Utopie, direz-vous. Sans doute. Mais si l’on veut faire évoluer les concours sans changer clairement la structure, il faut au moins avoir une idée de la direction dans laquelle on voudrait aller. Sinon, chacun " bricole ", dans son coin, une procédure d’admission différente et chacun interprète les concours nationaux en fonction d’une conjoncture économique et démographique plus que d’une politique de formation. Si l’on voulait tendre vers un concours placé avant l’entrée à l’IUFM, on pourrait, contre vents et marées, tenter d’en faire évoluer le contenu dans la direction indiquée. Aujourd’hui, on axe le concours sur la maîtrise des savoirs savants sans avoir précisément fixé le niveau effectivement requis pour enseigner. On risque donc d’en rajouter dans la surenchère académique au détriment des autres critères, capacité réflexive et projet personnel. Peut-être n’est-il pas judicieux de juxtaposer d’une part des épreuves académiques sans lien avec la transposition didactique des contenus correspondants, d’autre part une épreuve professionnelle indépendante des contenus. La sélection par le niveau de maîtrise des savoirs savants est la plus facile à organiser et à légitimer socialement, ce n’est pas la plus intéressante lorsqu’on cherche à recruter les étudiants qui tireront le meilleur parti d’une formation professionnelle de haut niveau orientée vers des compétences, autrement dit la mobilisation de savoirs de divers types pour agir face à des situations complexes.

Les flux d’étudiants sont des données conjoncturelles qui modulent les possibilités de sélection. Lorsqu’on peut choisir le " meilleur quart " des candidats, on devrait concevoir les concours en de tout autres termes que quand si devait accepter presque tout le monde en raison d’une pénurie d’enseignants. Les paradigmes de sélection sont fonction des flux, qui peuvent s’inverser tous les 4-5 ans. Dans la période qui vient, les IUFM pourront encore miser sur une forte sélection préalable. Peut-être n’est-ce pas très juste, cela pose le problème du droit d’accès aux compétences et aux diplômes. Tant qu’à sélectionner, tentons au moins, si l’on veut former les meilleurs professionnels, de travailler en priorité avec ceux qui ont le meilleur profil et les meilleurs atouts pour faire de telles études. Plus on maîtrise le recrutement, plus on peut garantir un niveau élevé de formation professionnelle.
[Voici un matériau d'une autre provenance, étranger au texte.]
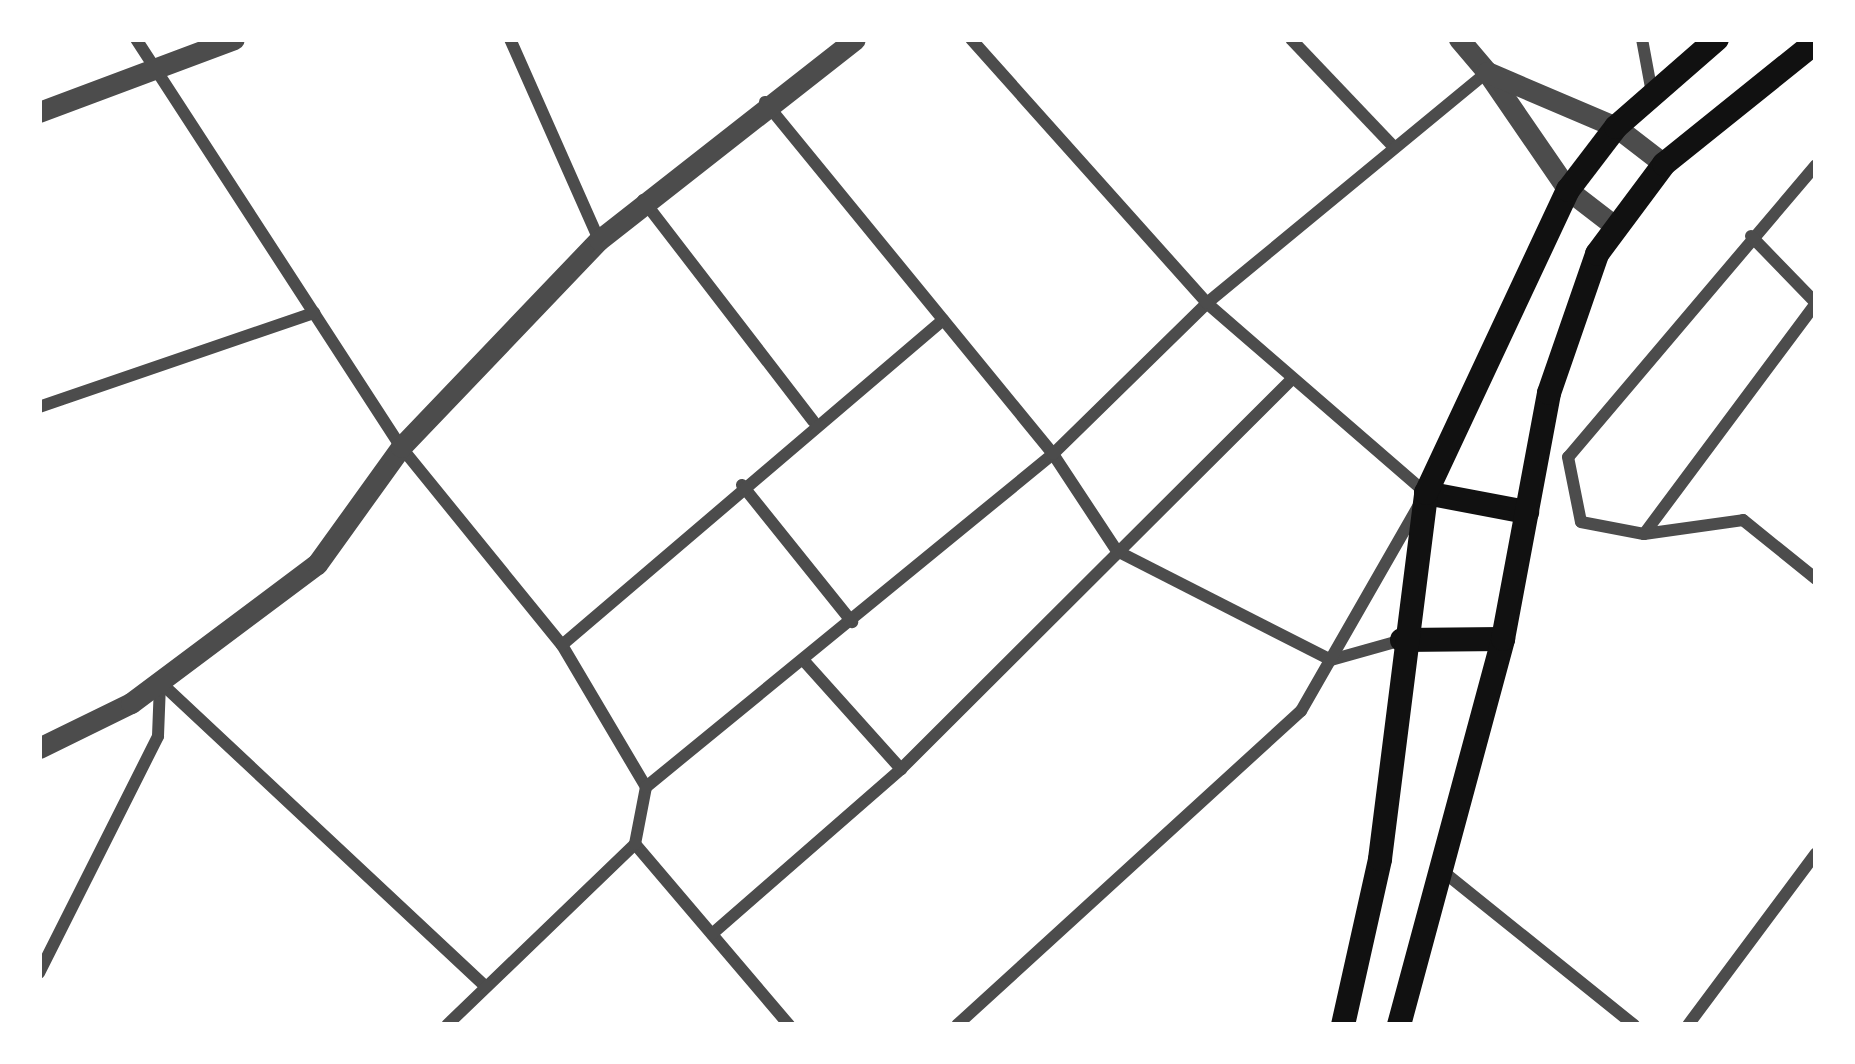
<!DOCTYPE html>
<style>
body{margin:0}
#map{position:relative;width:1855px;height:1064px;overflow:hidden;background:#fff;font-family:"Source Serif 4",serif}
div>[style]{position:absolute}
.minor>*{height:12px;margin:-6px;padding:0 6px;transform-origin:6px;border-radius:6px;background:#4c4c4c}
.tertiary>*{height:21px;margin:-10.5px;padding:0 10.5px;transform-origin:10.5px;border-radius:10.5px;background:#4c4c4c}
.secondary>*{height:24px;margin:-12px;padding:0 12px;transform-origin:12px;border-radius:12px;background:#111}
span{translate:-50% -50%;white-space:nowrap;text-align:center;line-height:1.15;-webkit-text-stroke:12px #fff;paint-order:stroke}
.frame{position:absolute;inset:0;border:42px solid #fff;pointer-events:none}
</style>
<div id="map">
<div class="minor">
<i style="left:136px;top:39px;width:487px;rotate:57deg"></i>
<i style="left:401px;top:447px;width:255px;rotate:50.9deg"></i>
<i style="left:562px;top:645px;width:165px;rotate:59.4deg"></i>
<i style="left:510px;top:39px;width:220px;rotate:66.1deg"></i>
<i style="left:1291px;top:39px;width:145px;rotate:46.4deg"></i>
<i style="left:1642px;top:39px;width:55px;rotate:79.5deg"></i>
<i style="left:765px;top:102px;width:455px;rotate:50.7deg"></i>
<i style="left:1053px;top:454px;width:116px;rotate:56.6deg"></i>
<i style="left:1117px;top:551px;width:240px;rotate:27deg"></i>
<i style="left:1331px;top:660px;width:74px;rotate:-15.7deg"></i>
<i style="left:1816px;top:165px;width:383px;rotate:130.3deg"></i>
<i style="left:1568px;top:457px;width:66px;rotate:78.7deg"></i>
<i style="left:1581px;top:522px;width:64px;rotate:10.8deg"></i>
<i style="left:1644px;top:534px;width:100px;rotate:-8deg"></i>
<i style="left:1743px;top:520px;width:94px;rotate:38.9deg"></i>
<i style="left:643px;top:200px;width:279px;rotate:52.4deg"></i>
<i style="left:1751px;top:236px;width:93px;rotate:45.9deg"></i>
<i style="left:39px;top:407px;width:291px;rotate:-18.9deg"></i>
<i style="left:742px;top:485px;width:176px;rotate:51.2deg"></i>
<i style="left:1644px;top:534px;width:288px;rotate:-53.3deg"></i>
<i style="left:562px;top:645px;width:501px;rotate:-40.46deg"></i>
<i style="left:805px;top:662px;width:144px;rotate:48.1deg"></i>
<i style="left:160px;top:682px;width:446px;rotate:43.1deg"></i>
<i style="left:635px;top:844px;width:238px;rotate:49.6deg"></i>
<i style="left:1440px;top:869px;width:249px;rotate:38.8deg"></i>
<i style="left:712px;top:934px;width:251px;rotate:-41.1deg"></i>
<i style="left:901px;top:769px;width:552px;rotate:-44.93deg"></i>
<i style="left:39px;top:973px;width:265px;rotate:-63.3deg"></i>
<i style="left:158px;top:736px;width:53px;rotate:-87.8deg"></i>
<i style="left:447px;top:1025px;width:261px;rotate:-43.9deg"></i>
<i style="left:635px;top:844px;width:58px;rotate:-79.1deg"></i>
<i style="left:646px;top:787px;width:526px;rotate:-39.29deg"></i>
<i style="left:1053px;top:454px;width:216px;rotate:-44.4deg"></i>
<i style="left:1207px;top:303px;width:363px;rotate:-39.5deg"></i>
<i style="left:957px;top:1025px;width:466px;rotate:-42.4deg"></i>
<i style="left:1301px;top:711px;width:251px;rotate:-60.2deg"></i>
<i style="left:1426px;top:493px;width:290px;rotate:-139.1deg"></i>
<i style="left:1207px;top:303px;width:354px;rotate:-131.8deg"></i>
<i style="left:1688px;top:1025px;width:214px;rotate:-53.3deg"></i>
</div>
<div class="tertiary">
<i style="left:1459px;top:39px;width:43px;rotate:49.7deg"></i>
<i style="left:39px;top:112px;width:208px;rotate:-20.5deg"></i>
<i style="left:1616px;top:227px;width:61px;rotate:-142.4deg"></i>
<i style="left:1568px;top:190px;width:143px;rotate:-124.5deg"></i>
<i style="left:1487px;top:72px;width:140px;rotate:23.1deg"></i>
<i style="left:1616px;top:127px;width:61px;rotate:37.6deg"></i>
<i style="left:39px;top:748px;width:102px;rotate:-26.1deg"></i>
<i style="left:131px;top:703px;width:232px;rotate:-36.8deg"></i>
<i style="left:317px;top:564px;width:144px;rotate:-54.3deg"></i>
<i style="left:401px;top:447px;width:286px;rotate:-46.3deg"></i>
<i style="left:599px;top:240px;width:325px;rotate:-38.1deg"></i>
</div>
<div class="secondary">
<i style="left:1426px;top:493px;width:103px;rotate:10.7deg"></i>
<i style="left:1402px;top:640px;width:101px;rotate:-0.6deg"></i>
<i style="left:1343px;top:1025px;width:170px;rotate:-77.4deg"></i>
<i style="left:1380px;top:859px;width:369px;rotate:-82.8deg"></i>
<i style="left:1426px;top:493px;width:335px;rotate:-64.9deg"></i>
<i style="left:1568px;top:190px;width:79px;rotate:-52.7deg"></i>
<i style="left:1616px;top:127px;width:134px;rotate:-41.1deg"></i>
<i style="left:1399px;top:1025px;width:400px;rotate:-74.9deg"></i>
<i style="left:1503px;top:639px;width:250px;rotate:-79.4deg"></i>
<i style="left:1549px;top:393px;width:147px;rotate:-70.9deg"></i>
<i style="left:1597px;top:254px;width:112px;rotate:-53.3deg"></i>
<i style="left:1664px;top:164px;width:195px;rotate:-38.8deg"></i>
</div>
<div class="frame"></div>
</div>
 B. La liaison entre le cursus universitaire et la formation aux métiers

Ce débat n’est pas indépendant des options prises sur le thème précédent, car tout se tient. Je propose cependant à ce groupe de raisonner dans l’état actuel de la structure et des concours, pour se demander : comment mieux définir les contenus disciplinaires, didactiques et transversaux nécessaires, aux différentes étapes du cursus, pour que l’étudiant acquière progressivement des compétences professionnelles de base ?

Quand est-il judicieux d’introduire des stages sur le terrain dans la formation ? À cette question, je répondrai qu’ils doivent intervenir très vite, même en préprofessionnalisation, mais pas forcément à haute dose, et pas sans préparation, ni explicitation de ce qu’on y fait. Ce n’est pas tant le nombre d’heures qui compte que l’usage de ces heures. Il n’est pas nécessaire d’avoir passé des semaines dans une classe pour commencer à réfléchir sur les conditions de la pratique. Les fonctions attribuées à la présence sur le terrain devraient être claires à chaque stade de la formation.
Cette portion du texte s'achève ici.